BioC2024

The correlation between the incidence of multiple human diseases and the ancestral background of patients has been well-documented in epidemiological data. This phenomenon suggests a link between the biology and genetics of the disease and genetic ancestry. Recent research in cancer genomics highlights genetic and phenotypic differences between tumors occurring in patient populations with differing genetic ancestries. We aim to facilitate the analysis of such data on a larger scale by performing genetic ancestry inference directly from various types of molecular data not typically used for this purpose.

Inference of genetic ancestry from molecular data other than germline DNA sequence presents two challenges. The first is data-specific, such as the uneven coverage of the genome by RNA-seq or ATAC-seq. The second challenge is cancer-specific: tumor genomes are replete with somatic alterations, including copy number variants, translocations, loss of heterozygosity, microsatellite instabilities, and structural variations.

To address these challenges, we developed a systematic computational framework for ancestry inference from molecular data, across assays and conditions. This resulting Bioconductor package, called Robust Ancestry Inference using Data Synthesis (RAIDS), optimizes and assesses the inference accuracy specifically for a given input molecular profile. RAIDS combines existing inferential algorithms with an adaptive procedure for inference parameter optimization and rigorous performance assessment, called "data synthesis". Briefly, a training set of molecular profiles is synthesized. Each synthetic profile consists of sequence reads from the input profile, into which sequence variants of an individual of known genetic ancestry are embedded. Current version of RAIDS enables inference from new molecular profiles originating in RNA-seq and ATAC-seq protocols, whole genomes and whole exomes, particularly those derived from cancer. For all such input, RAIDS infers global ancestry at the subcontinental level of resolution. The performance of RAIDS has been successfully validated using molecular data from large patient cohorts, including a major subset of The Cancer Genome Atlas (TCGA).
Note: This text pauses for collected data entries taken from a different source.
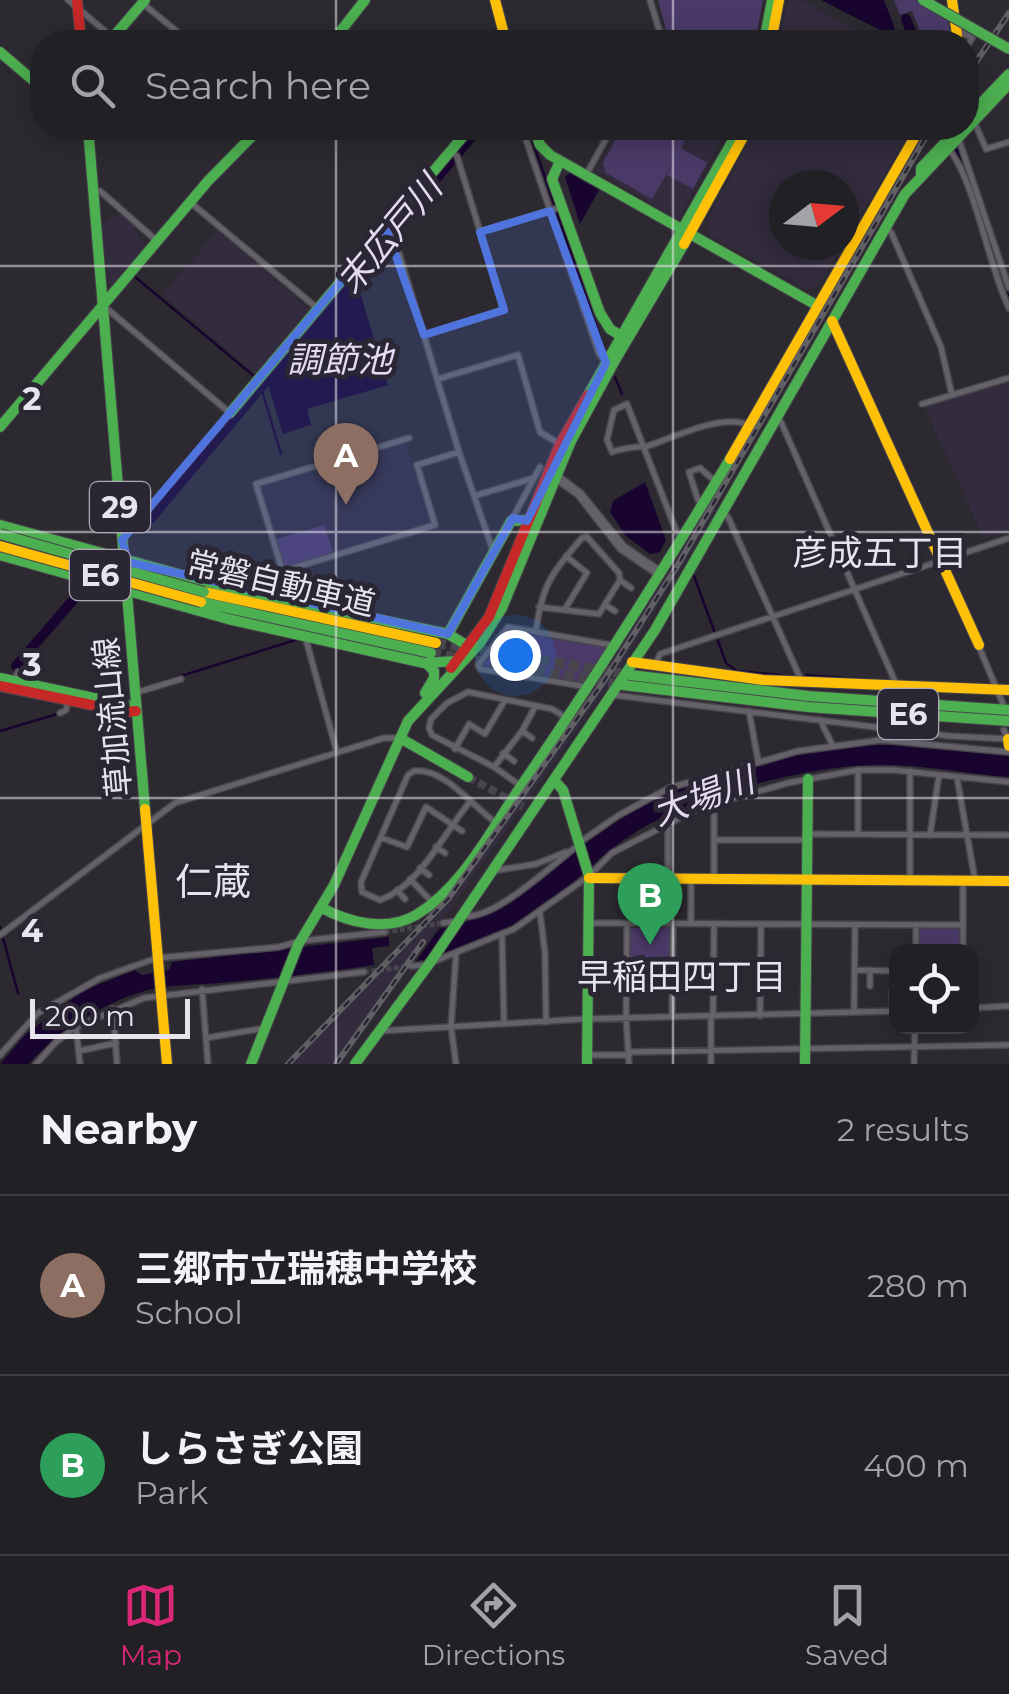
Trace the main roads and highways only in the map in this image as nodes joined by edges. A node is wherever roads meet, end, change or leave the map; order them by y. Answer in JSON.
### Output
{"nodes":[{"id":1,"x":365,"y":0,"type":"edge"},
{"id":2,"x":495,"y":0,"type":"edge"},
{"id":3,"x":776,"y":0,"type":"edge"},
{"id":4,"x":923,"y":0,"type":"edge"},
{"id":5,"x":952,"y":0,"type":"edge"},
{"id":6,"x":143,"y":1,"type":"edge"},
{"id":7,"x":78,"y":4,"type":"edge"},
{"id":8,"x":80,"y":30,"type":"edge"},
{"id":9,"x":121,"y":30,"type":"edge"},
{"id":10,"x":341,"y":30,"type":"edge"},
{"id":11,"x":503,"y":30,"type":"edge"},
{"id":12,"x":770,"y":30,"type":"edge"},
{"id":13,"x":957,"y":30,"type":"edge"},
{"id":14,"x":976,"y":30,"type":"edge"},
{"id":15,"x":979,"y":32,"type":"edge"},
{"id":16,"x":1009,"y":49,"type":"edge"},
{"id":17,"x":0,"y":52,"type":"edge"},
{"id":18,"x":1009,"y":74,"type":"edge"},
{"id":19,"x":30,"y":78,"type":"edge"},
{"id":20,"x":1009,"y":84,"type":"edge"},
{"id":21,"x":979,"y":109,"type":"edge"},
{"id":22,"x":979,"y":112,"type":"edge"},
{"id":23,"x":89,"y":140,"type":"edge"},
{"id":24,"x":249,"y":140,"type":"edge"},
{"id":25,"x":462,"y":140,"type":"edge"},
{"id":26,"x":539,"y":140,"type":"edge"},
{"id":27,"x":734,"y":140,"type":"edge"},
{"id":28,"x":741,"y":140,"type":"edge"},
{"id":29,"x":913,"y":140,"type":"edge"},
{"id":30,"x":951,"y":140,"type":"edge"},
{"id":31,"x":954,"y":140,"type":"edge"},
{"id":32,"x":560,"y":161,"type":"junction"},
{"id":33,"x":921,"y":177,"type":"junction"},
{"id":34,"x":686,"y":232,"type":"junction"},
{"id":35,"x":103,"y":305,"type":"junction"},
{"id":36,"x":818,"y":306,"type":"junction"},
{"id":37,"x":832,"y":322,"type":"junction"},
{"id":38,"x":621,"y":336,"type":"junction"},
{"id":39,"x":230,"y":413,"type":"road end"},
{"id":40,"x":0,"y":427,"type":"edge"},
{"id":41,"x":548,"y":492,"type":"junction"},
{"id":42,"x":527,"y":521,"type":"junction"},
{"id":43,"x":0,"y":525,"type":"edge"},
{"id":44,"x":0,"y":534,"type":"edge"},
{"id":45,"x":0,"y":546,"type":"edge"},
{"id":46,"x":0,"y":555,"type":"edge"},
{"id":47,"x":120,"y":560,"type":"junction"},
{"id":48,"x":127,"y":592,"type":"junction"},
{"id":49,"x":203,"y":597,"type":"junction"},
{"id":50,"x":448,"y":634,"type":"junction"},
{"id":51,"x":979,"y":646,"type":"road end"},
{"id":52,"x":469,"y":652,"type":"junction"},
{"id":53,"x":430,"y":653,"type":"junction"},
{"id":54,"x":458,"y":660,"type":"junction"},
{"id":55,"x":632,"y":662,"type":"junction"},
{"id":56,"x":0,"y":682,"type":"edge"},
{"id":57,"x":1004,"y":690,"type":"edge"},
{"id":58,"x":424,"y":692,"type":"junction"},
{"id":59,"x":1003,"y":706,"type":"edge"},
{"id":60,"x":136,"y":710,"type":"junction"},
{"id":61,"x":408,"y":721,"type":"junction"},
{"id":62,"x":1008,"y":737,"type":"edge"},
{"id":63,"x":400,"y":738,"type":"junction"},
{"id":64,"x":468,"y":776,"type":"tunnel mouth"},
{"id":65,"x":808,"y":779,"type":"road end"},
{"id":66,"x":554,"y":780,"type":"junction"},
{"id":67,"x":589,"y":876,"type":"junction"},
{"id":68,"x":807,"y":879,"type":"junction"},
{"id":69,"x":1009,"y":880,"type":"edge"},
{"id":70,"x":322,"y":908,"type":"junction"},
{"id":71,"x":587,"y":1060,"type":"edge"},
{"id":72,"x":166,"y":1064,"type":"edge"},
{"id":73,"x":251,"y":1064,"type":"edge"},
{"id":74,"x":355,"y":1064,"type":"edge"},
{"id":75,"x":805,"y":1064,"type":"edge"}],
"edges":[{"from":1,"to":10,"type":"main road"},
{"from":2,"to":11,"type":"main road"},
{"from":3,"to":12,"type":"main road"},
{"from":4,"to":14,"type":"main road","bridge":true},
{"from":5,"to":13,"type":"main road"},
{"from":6,"to":9,"type":"main road"},
{"from":7,"to":8,"type":"main road"},
{"from":15,"to":16,"type":"main road","bridge":true},
{"from":17,"to":19,"type":"main road"},
{"from":18,"to":21,"type":"main road"},
{"from":20,"to":22,"type":"main road"},
{"from":23,"to":35,"type":"main road","name":"草加流山線","number":"29"},
{"from":24,"to":35,"type":"main road"},
{"from":25,"to":39,"type":"main road"},
{"from":26,"to":32,"type":"main road"},
{"from":27,"to":34,"type":"main road"},
{"from":28,"to":34,"type":"main road"},
{"from":29,"to":36,"type":"main road"},
{"from":30,"to":33,"type":"main road"},
{"from":31,"to":33,"type":"main road"},
{"from":32,"to":34,"type":"main road"},
{"from":32,"to":38,"type":"main road"},
{"from":33,"to":37,"type":"main road"},
{"from":34,"to":36,"type":"main road"},
{"from":34,"to":38,"type":"main road"},
{"from":34,"to":41,"type":"main road"},
{"from":35,"to":40,"type":"main road"},
{"from":35,"to":47,"type":"main road","name":"草加流山線","number":"29"},
{"from":36,"to":70,"type":"main road"},
{"from":37,"to":51,"type":"main road"},
{"from":37,"to":55,"type":"main road"},
{"from":38,"to":42,"type":"main road"},
{"from":41,"to":42,"type":"main road"},
{"from":41,"to":52,"type":"main road"},
{"from":42,"to":50,"type":"main road"},
{"from":42,"to":52,"type":"main road"},
{"from":43,"to":47,"type":"main road"},
{"from":44,"to":49,"type":"main road","name":"常磐自動車道","number":"E6","bridge":true},
{"from":45,"to":49,"type":"main road","name":"常磐自動車道","number":"E6","bridge":true},
{"from":46,"to":48,"type":"main road"},
{"from":47,"to":48,"type":"main road","name":"草加流山線","number":"29"},
{"from":47,"to":50,"type":"main road"},
{"from":48,"to":53,"type":"main road"},
{"from":48,"to":60,"type":"main road","name":"草加流山線","number":"29"},
{"from":49,"to":53,"type":"main road","name":"常磐自動車道","number":"E6"},
{"from":50,"to":52,"type":"main road"},
{"from":52,"to":54,"type":"main road"},
{"from":52,"to":61,"type":"main road"},
{"from":53,"to":54,"type":"main road"},
{"from":53,"to":58,"type":"main road"},
{"from":54,"to":58,"type":"main road"},
{"from":55,"to":57,"type":"main road"},
{"from":55,"to":66,"type":"main road"},
{"from":56,"to":60,"type":"main road"},
{"from":56,"to":60,"type":"main road"},
{"from":58,"to":61,"type":"main road"},
{"from":59,"to":62,"type":"main road","number":"E6"},
{"from":60,"to":72,"type":"main road","name":"草加流山線","number":"29"},
{"from":61,"to":63,"type":"main road"},
{"from":63,"to":64,"type":"main road"},
{"from":63,"to":70,"type":"main road"},
{"from":65,"to":68,"type":"main road"},
{"from":66,"to":67,"type":"main road"},
{"from":66,"to":74,"type":"main road"},
{"from":67,"to":68,"type":"main road"},
{"from":67,"to":71,"type":"main road"},
{"from":68,"to":69,"type":"main road"},
{"from":68,"to":75,"type":"main road"},
{"from":70,"to":73,"type":"main road"}]}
Future releases of RAIDS will enable inference of ancestral admixtures and provide support for molecular profiles originating from additional protocols, such as whole-genome and reduced-representation bisulfite-altered sequences. RAIDS relies on Bioconductor packages GenomicRanges, gdsfmt and SNPRelate.

In summary, an inferential framework embodied by RAIDS makes vast amounts of existing molecular data available for ancestry-oriented studies of various human conditions and molecular phenotypes, including cancer.

RAIDS is available at:
https://bioconductor.org/packages/RAIDS/